Beaucoup de gens reconnaissent que l’objectif visé par le conquérant toucouleur était la conquête du royaume Bambara de Ségou, laquelle n’a pas été du tout une promenade de santé. La chute de Wortaba qui constituait le barrière infranchissable jalousement gardée par Tata Diarra, fils aîné de Bina Ali, roi de Ségou, sonna la défaite du royaume. Des spécialistes ont reconnu que n’eurent été les canons français, il était impensable aux troupes jihadistes de prendre Woïtale tellement le mur de protection était épais et solide. Comme il est interdit dans la religion musulmane à deux musulmans de se battre, El Hadj Oumar exhiba uniquement les fétiches du temple principal comme pièces à conviction contre Bina Ali pour obliger Amadou de Macina à lui remettre son protégé. Amadou refusa de s’excuser en estimant que Bina s’était bien converti à l’islam. El Hadj Oumar affronte les troupes coalisées de Bina Ali, d’Amadou du Macina et celles des Kounta de Gao entre 1862 et 1864. Il rentra à Hamdallaye le 17 mai 1862 après une bataille sanglante, sortit par une porte secrète du palais assiégé le 6 février 1864 pour aller se réfugier dans la grotte de Déguimbéré pour échapper à ses poursuivants. Son neveu Tidiani qu’il avait envoyé chercher du renfort, revint après sa mort et se livra à une bataille très meurtrière qui se termina en faveur après la mort de Bina Ali et Amadou du Macina. C’est ainsi que Amadou Tall régna sur l’ex- royaume Bambara de Ségou et Tidiani sur l’ex-royaume du Macina jusqu’à la conquête coloniale française en 1893 où Amadou se réfugia au Nigeria.

La conquête toucouleur commença en novembre 1852 avec le siège du roi Yimba de Tamba et se termina le 12 février 1864 avec la mort d’El Hadj Oumar dans la grotte de Deguimbéré.

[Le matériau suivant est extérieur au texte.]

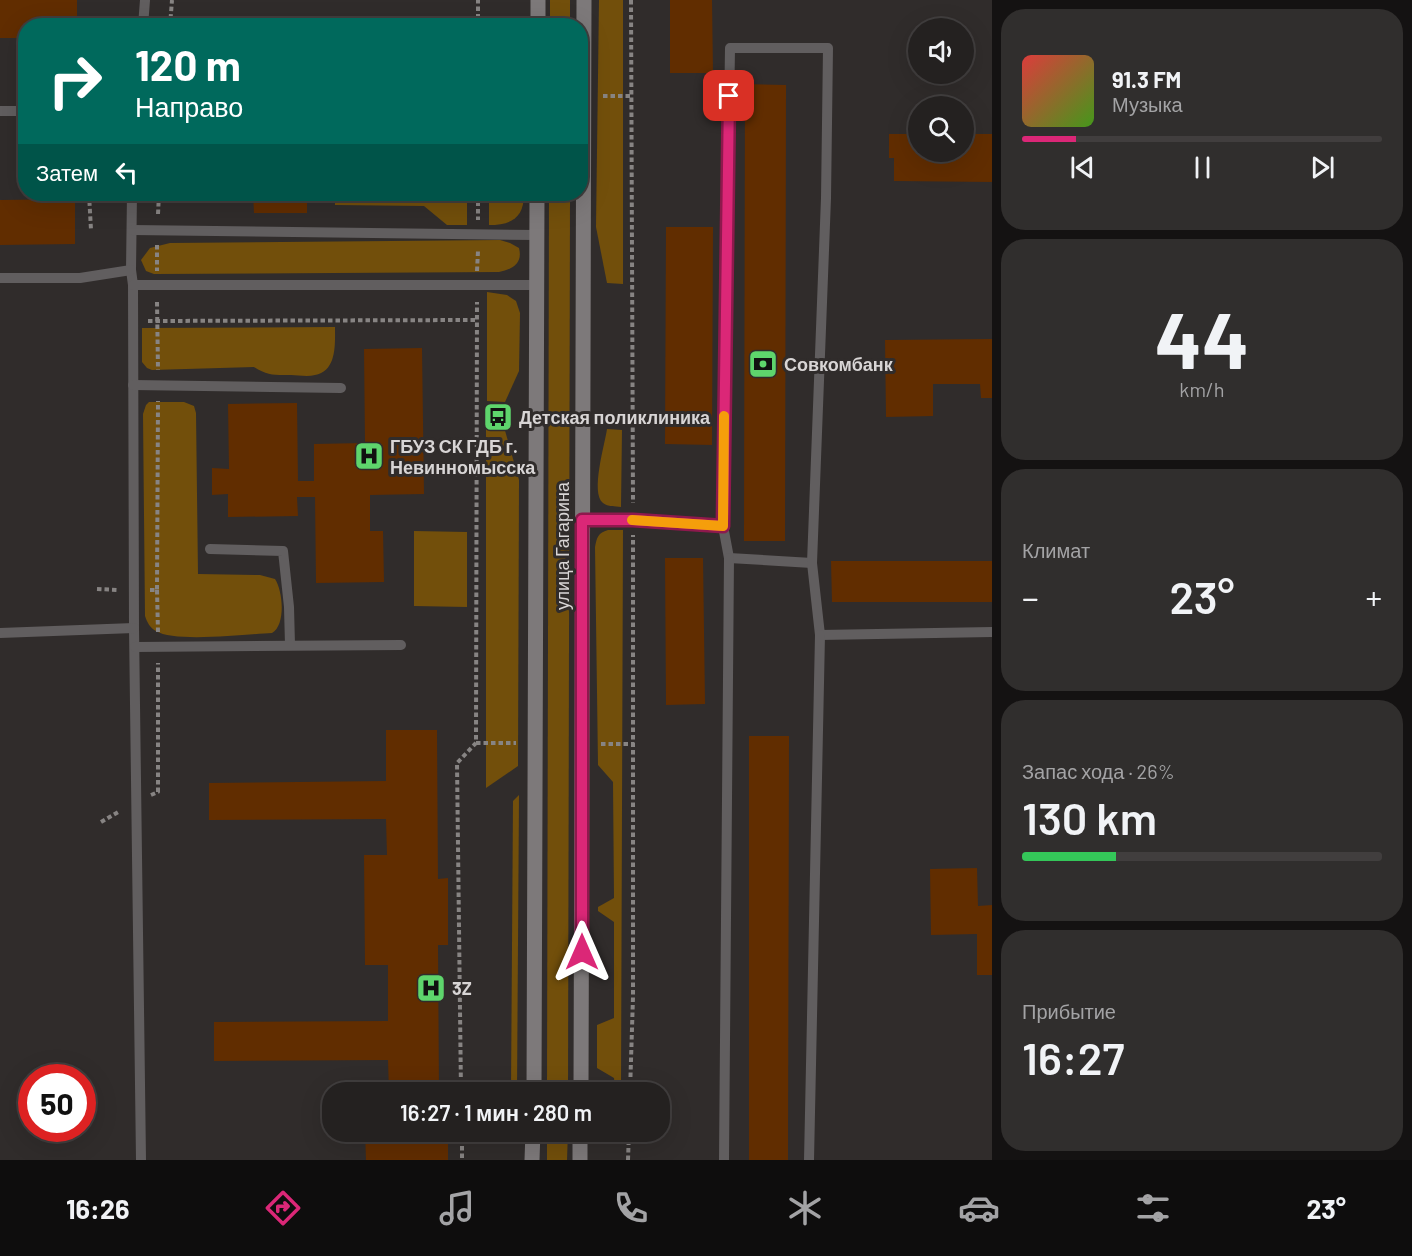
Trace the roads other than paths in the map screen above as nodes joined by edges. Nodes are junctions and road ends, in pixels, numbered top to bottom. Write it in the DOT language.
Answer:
graph roads {
  1 [pos="145,0"];
  2 [pos="538,0"];
  3 [pos="584,0"];
  4 [pos="144,18"];
  5 [pos="538,18"];
  6 [pos="584,18"];
  7 [pos="0,111"];
  8 [pos="18,111"];
  9 [pos="132,201"];
  10 [pos="537,201"];
  11 [pos="584,201"];
  12 [pos="132,230"];
  13 [pos="536,235"];
  14 [pos="131,270"];
  15 [pos="0,278"];
  16 [pos="133,285"];
  17 [pos="536,285"];
  18 [pos="133,385"];
  19 [pos="341,388"];
  20 [pos="582,520"];
  21 [pos="723,526"];
  22 [pos="210,549"];
  23 [pos="729,558"];
  24 [pos="812,563"];
  25 [pos="134,628"];
  26 [pos="992,632"];
  27 [pos="0,633"];
  28 [pos="820,635"];
  29 [pos="290,645"];
  30 [pos="402,645"];
  31 [pos="135,646"];
  32 [pos="534,1082"];
  33 [pos="581,1082"];
  34 [pos="533,1142"];
  35 [pos="580,1142"];
  36 [pos="141,1160"];
  37 [pos="532,1160"];
  38 [pos="580,1160"];
  39 [pos="724,1160"];
  40 [pos="809,1160"];
  1 -- 4 [label="lane"];
  2 -- 5 [label="main road"];
  3 -- 6 [label="main road, улица Гагарина"];
  7 -- 8 [label="lane"];
  9 -- 12 [label="lane"];
  10 -- 13 [label="main road, улица Гагарина"];
  11 -- 20 [label="main road, улица Гагарина"];
  12 -- 13 [label="lane"];
  12 -- 14 [label="lane"];
  13 -- 17 [label="main road, улица Гагарина"];
  14 -- 15 [label="lane"];
  14 -- 16 [label="lane"];
  16 -- 17 [label="lane"];
  16 -- 18 [label="lane"];
  17 -- 32 [label="main road, улица Гагарина"];
  18 -- 19 [label="lane"];
  18 -- 25 [label="lane"];
  20 -- 21 [label="lane"];
  20 -- 33 [label="main road, улица Гагарина"];
  21 -- 23 [label="lane"];
  21 -- 24 [label="lane"];
  22 -- 29 [label="lane"];
  23 -- 24 [label="lane"];
  23 -- 39 [label="lane"];
  24 -- 28 [label="lane"];
  25 -- 27 [label="lane"];
  25 -- 31 [label="lane"];
  26 -- 28 [label="lane"];
  28 -- 40 [label="lane"];
  29 -- 30 [label="lane"];
  29 -- 31 [label="lane"];
  31 -- 36 [label="lane"];
  34 -- 37 [label="main road"];
  35 -- 38 [label="main road"];
}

Toutefois, la mission d’islamisation et la consolidation du pouvoir toucouleur se poursuivirent avec son fils aîné Amadou dans l’ancien royaume peulh du Macina jusqu’en 1891/1893 avec la conquête coloniale française.

 

Le Hammalisme avec Cheick Hamalla de Nioro

Si le saint de Nioro n’a pas gouverné directement, il a par contre contribué beaucoup à la propagation et au rayonnement de l’islam en Afrique de l’Ouest à travers sa confrérie de la «Tidianiya 11 grains ». L’avènement de cette confrérie coïncida avec les mouvements indépendantistes africains qui effrayèrent les colons français au point que Cheick Hamalla fut condamné et déporté à deux reprises en Côte-d’Ivoire d’abord, puis en France où il mourut à l’hôpital de Montluçon le 16 janvier 1943 et enterré le 19 janvier 1943 dans la tombe n°12 de la 16 e rangée du cimetière moderne. Les colons français qui avaient peur de sa forte mobilisation des foules, l’accusèrent de subversion de perturbation de l’ordre public et d’incitation à la révolte. Le Hamallisme reste encore la seule confrérie que tous les gouvernements du Mali ménagent beaucoup. Son influence demeure très forte sur ses adeptes qui sont très disciplinés et suivent les ordres de leur chef spirituel de Nioro.

 

Conclusion

Tous les rois et souverains de l’empire du Mali ont bâti leur règne sur à la fois le spirituel et le matériel : la recherche du bien-être social dans la foi à l’Être suprême. L’implication des grands clans dans la gestion des affaires de la cité a été un facteur déterminant dans leurs actions. On retrouve donc, dans leur système de gestion, des principes fondamentaux de la démocratie et un réalisme dans la prise en compte de tous les besoins de l’espèce humaine, à savoir le spirituel et le temporel. La bonne gouvernance et la démocratie ne sont pas des habits faits sur mesure qui s’appliqueraient à chaque pays selon le bon vouloir des gouvernants du moment. Ce sont des principes universels devant contribuer à l’amélioration du bien-être du citoyen. Leur application effective impose des contraintes aux dirigeants et la prise en compte des aspirations profondes des peuples. Nous suggérons d’approfondir la réflexion sur le thème compte tenu de son importance et au regard de l’ampleur des besoins de moins en moins satisfaits des peuples, en dépit des discours de plus en plus éloquents.